WORK REQUEST: Print exactly the first lines of the records. Stop after the line containing "thumb tip: (420, 308)", and leave every picture out.

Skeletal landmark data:
====================

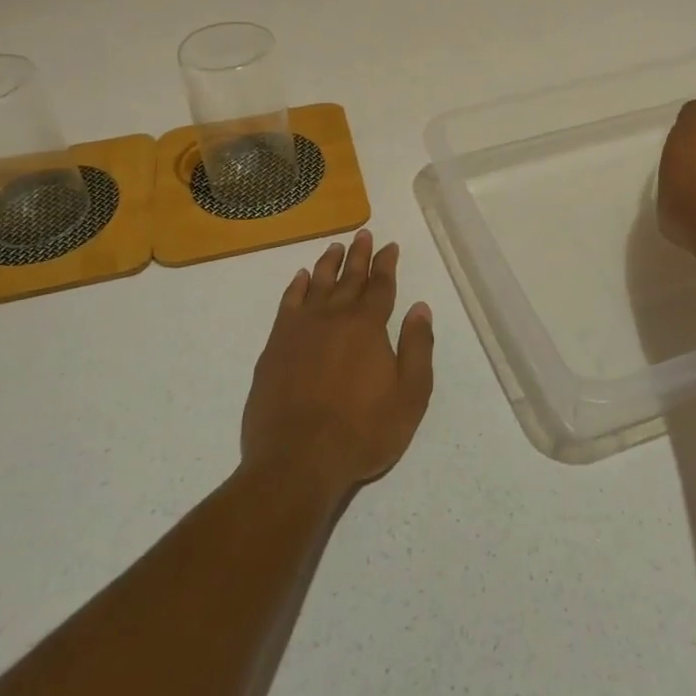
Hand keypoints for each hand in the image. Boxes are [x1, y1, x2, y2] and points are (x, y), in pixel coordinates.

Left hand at [241, 230, 434, 498]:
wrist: (297, 460)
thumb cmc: (362, 431)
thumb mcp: (410, 395)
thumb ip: (417, 348)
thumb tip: (420, 308)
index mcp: (368, 325)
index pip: (381, 285)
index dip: (387, 264)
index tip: (390, 245)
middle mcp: (334, 317)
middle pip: (349, 277)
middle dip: (359, 255)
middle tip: (363, 234)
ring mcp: (300, 329)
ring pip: (317, 284)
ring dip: (328, 264)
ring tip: (335, 247)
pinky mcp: (275, 346)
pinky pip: (287, 304)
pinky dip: (296, 287)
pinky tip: (300, 278)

====================

SOLUTION:
Hand keypoints for each hand in the image. Boxes are [x1, y1, x2, y2] and points are (x, y), in pixel coordinates.

Left hand at [241, 230, 434, 498]:
wrist: (297, 460)
thumb cmc: (362, 431)
thumb mcp: (410, 395)
thumb ip: (417, 348)
thumb tip: (420, 308)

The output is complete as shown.